New York City

Border agents are flooding NYC nonprofits with improperly addressed court notices for asylum-seekers

Catholic Charities demanded on Tuesday that federal authorities take action to remedy the problem, which can put migrants at risk of deportation.

Catholic Archbishop of New York Timothy Dolan speaks at a press conference outside the Catholic Archdiocese of New York Tuesday.

Catholic Archbishop of New York Timothy Dolan speaks at a press conference outside the Catholic Archdiocese of New York Tuesday. SARA DORN

Federal border officials are addressing court notices for asylum seekers to random nonprofits in New York, putting migrants – some of whom have yet to even enter the state – at risk of deportation, according to advocates. 

Since the week of July 11, Catholic Charities has received more than 300 notices instructing asylum-seekers to appear in immigration court at its three centers in Manhattan and the Bronx, plus several parishes.

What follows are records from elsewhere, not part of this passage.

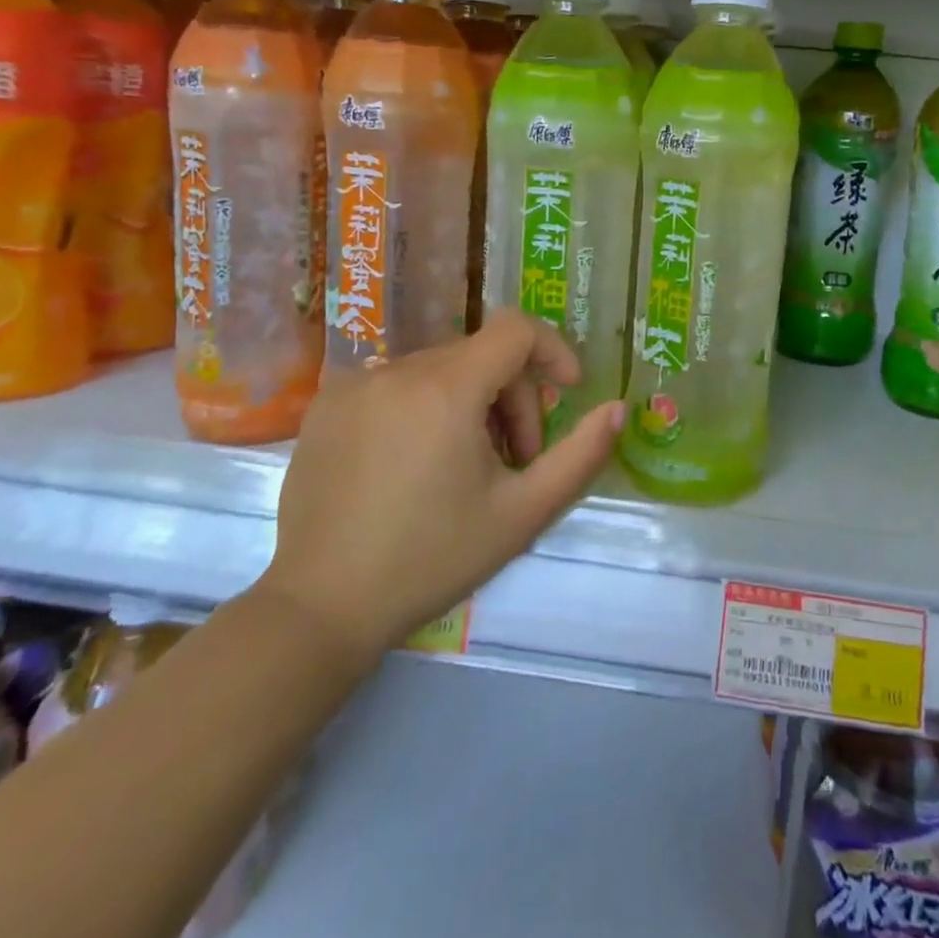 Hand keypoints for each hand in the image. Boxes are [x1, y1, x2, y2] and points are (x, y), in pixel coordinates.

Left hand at [258, 310, 624, 658]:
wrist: (320, 608)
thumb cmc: (431, 559)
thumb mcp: (522, 513)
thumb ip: (580, 455)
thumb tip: (618, 408)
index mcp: (446, 388)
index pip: (516, 329)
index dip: (553, 351)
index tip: (567, 393)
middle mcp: (397, 369)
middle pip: (480, 356)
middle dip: (512, 398)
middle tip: (516, 460)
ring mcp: (355, 384)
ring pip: (439, 369)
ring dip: (470, 403)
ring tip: (466, 467)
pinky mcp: (326, 405)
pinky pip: (396, 384)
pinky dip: (424, 407)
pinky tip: (416, 464) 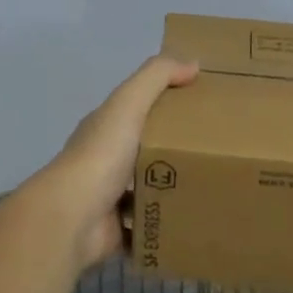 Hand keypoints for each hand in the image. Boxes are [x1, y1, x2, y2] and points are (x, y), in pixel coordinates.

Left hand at [34, 54, 198, 272]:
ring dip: (175, 190)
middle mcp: (107, 161)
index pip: (139, 110)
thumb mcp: (128, 103)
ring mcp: (111, 198)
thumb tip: (193, 62)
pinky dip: (167, 225)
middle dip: (177, 151)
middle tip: (219, 152)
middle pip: (148, 151)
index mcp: (107, 129)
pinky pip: (149, 226)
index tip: (204, 107)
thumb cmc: (101, 155)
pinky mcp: (120, 230)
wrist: (74, 216)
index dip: (168, 105)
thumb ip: (157, 77)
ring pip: (151, 190)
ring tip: (215, 186)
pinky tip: (195, 220)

Legal Aid attorneys also said last week that the organization is receiving improperly addressed court notices. 

If a person seeking asylum fails to appear, a judge can issue an “in absentia order of removal,” meaning the individual is subject to deportation.  

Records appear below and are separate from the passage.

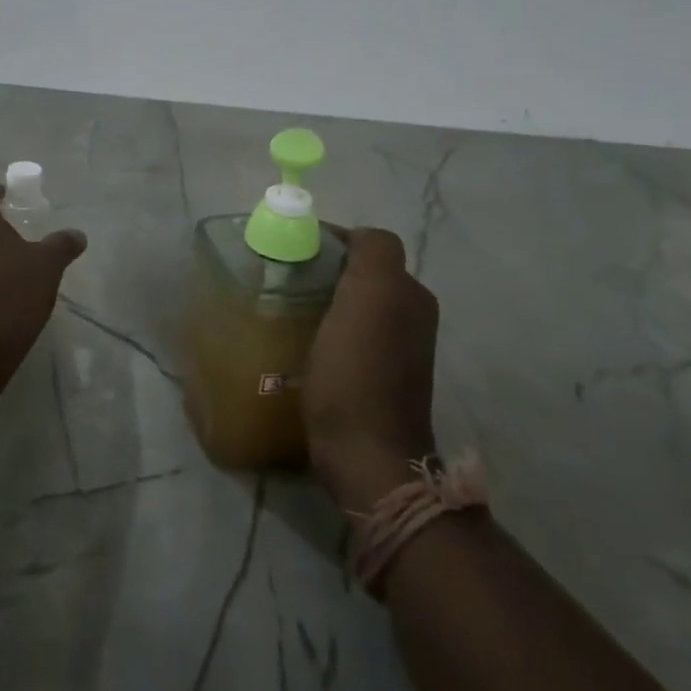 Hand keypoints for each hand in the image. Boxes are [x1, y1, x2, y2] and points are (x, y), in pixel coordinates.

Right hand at [302, 227, 439, 510]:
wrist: (365, 454)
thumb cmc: (358, 372)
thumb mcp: (370, 296)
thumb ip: (372, 252)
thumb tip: (354, 235)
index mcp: (408, 293)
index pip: (367, 245)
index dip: (329, 240)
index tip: (290, 248)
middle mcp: (409, 316)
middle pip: (360, 274)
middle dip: (322, 269)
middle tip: (281, 276)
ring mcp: (394, 351)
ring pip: (351, 305)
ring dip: (321, 299)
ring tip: (283, 305)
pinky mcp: (374, 378)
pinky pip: (346, 336)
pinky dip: (324, 329)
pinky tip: (298, 340) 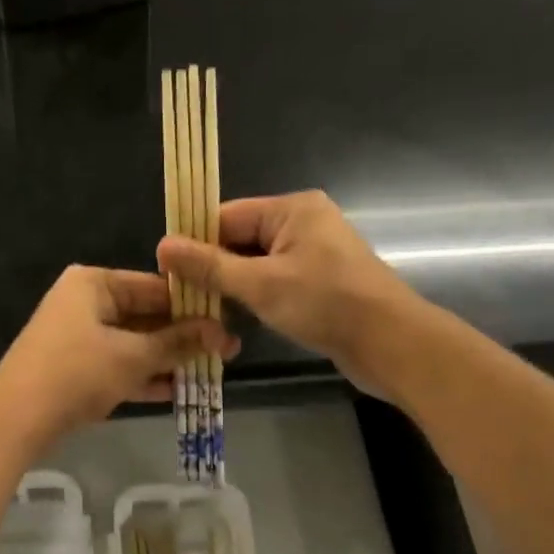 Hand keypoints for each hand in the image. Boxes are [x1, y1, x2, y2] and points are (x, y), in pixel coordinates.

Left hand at [0, 266, 237, 450]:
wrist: (16, 418)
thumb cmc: (77, 372)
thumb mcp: (133, 356)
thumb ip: (178, 343)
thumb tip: (223, 333)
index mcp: (94, 283)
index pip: (156, 286)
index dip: (193, 306)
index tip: (228, 322)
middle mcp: (85, 302)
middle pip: (145, 315)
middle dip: (183, 337)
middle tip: (226, 350)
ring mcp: (77, 336)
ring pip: (133, 344)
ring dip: (167, 359)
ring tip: (210, 372)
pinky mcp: (75, 368)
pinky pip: (118, 365)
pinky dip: (143, 376)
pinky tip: (177, 391)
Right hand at [156, 190, 423, 395]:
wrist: (391, 344)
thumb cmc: (326, 304)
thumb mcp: (260, 284)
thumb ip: (210, 266)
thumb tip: (162, 246)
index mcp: (292, 209)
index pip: (226, 216)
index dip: (194, 242)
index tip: (165, 273)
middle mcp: (302, 224)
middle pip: (239, 240)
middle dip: (211, 268)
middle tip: (178, 299)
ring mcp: (313, 255)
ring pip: (255, 265)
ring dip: (231, 287)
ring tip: (200, 312)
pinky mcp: (318, 284)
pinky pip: (273, 283)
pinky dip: (254, 299)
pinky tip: (233, 321)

“The notices are dated for people who have entered the country in the last several weeks. They have not even made it to New York, many of them,” Maryann Tharappel, special projects director for immigrant and refugee services at Catholic Charities, said Tuesday at a press conference outside of the organization’s headquarters, while calling on the federal government to ensure that officials at the southern border remedy the problem. She said the organization has made contact with the federal officials about the issue, but has yet to receive a plan of action. 

“It’s been very difficult to get acknowledgement from the Department of Homeland Security,” Tharappel said. “There is an understanding that this is happening at the southern border, but we have not received any sort of response as to whether it has been stopped and what we can do to cure the situation.”

Tharappel said the organization has observed “increasing numbers” and “lines around the corner” outside of immigration court on Federal Plaza of people “seeking assistance in understanding what these court notices mean and wanting support.” 

Like many of the issues New York and other sanctuary cities across the country are experiencing with the new influx of migrants to the U.S., the problem is not new, but has become more acute given the volume of asylum seekers who have arrived in the country in recent months. New York City Mayor Eric Adams has estimated 5,000 arrivals in the city since the beginning of the year. 

“We have had conversations at a national level with Catholic Charities partners from different organizations across the country because this issue is not unique to just New York,” Tharappel said. “New York is one of the highest receiving of these improperly addressed hearing notices and notices to appear, but Boston has received a slew, D.C. has received a slew, Dallas has received a few.”

Tharrapel said she is not aware of judges issuing any deportation notices related to the 300-some summonses Catholic Charities has received. Asylum-seekers can have the order dismissed if they can approve the notice was sent to the wrong address or they did not appear due to exceptional circumstances. Legal Aid attorneys said they are assisting asylum-seekers in filing change-of-address paperwork to ensure they receive future court notices. 

Advocates said it is unclear why federal officials are sending notices to non-profits in New York. Tharappel said the organization has received improperly addressed notices for immigrants in the past, but in much smaller numbers. In early 2020, approximately 30 court notices for Francophile and African immigrants were addressed to the organization, she said. A high percentage of the notices Catholic Charities is receiving now are for Venezuelan migrants, in addition to Peruvian, Ecuadorian and Colombian people. 

“We don't know what it is or why exactly they're doing it,” Josh Goldfein, an attorney with Legal Aid’s Homeless Rights Project said last week. “Maybe somebody's trying to be helpful and saying, ‘oh, here's a service provider in New York City. If that's the case, then they're just incompetent. It could also be something more malicious, you know, a lot in the spirit of what (Texas Governor) Greg Abbott has said, you know, ‘New York thinks that it's okay for people to cross the border, then New York can deal with it. Here's a random social services organization.’” 

Not only are notices being sent to non-residential addresses, but federal border officials have also given migrants paperwork with made-up addresses, and on at least two occasions, have drawn in smiley-face emojis in place of signatures, NBC 4 reported. 

In response to questions about the ongoing paperwork issues, U.S. Customs and Border Protection sent a previously released statement on Tuesday that said: “Migrants who are provisionally released must provide an address and have strict immigration reporting requirements, including checking in with Immigration and Customs Enforcement for further processing once they reach their destination. Migrants are provided forms to update their addresses once they reach their destination.”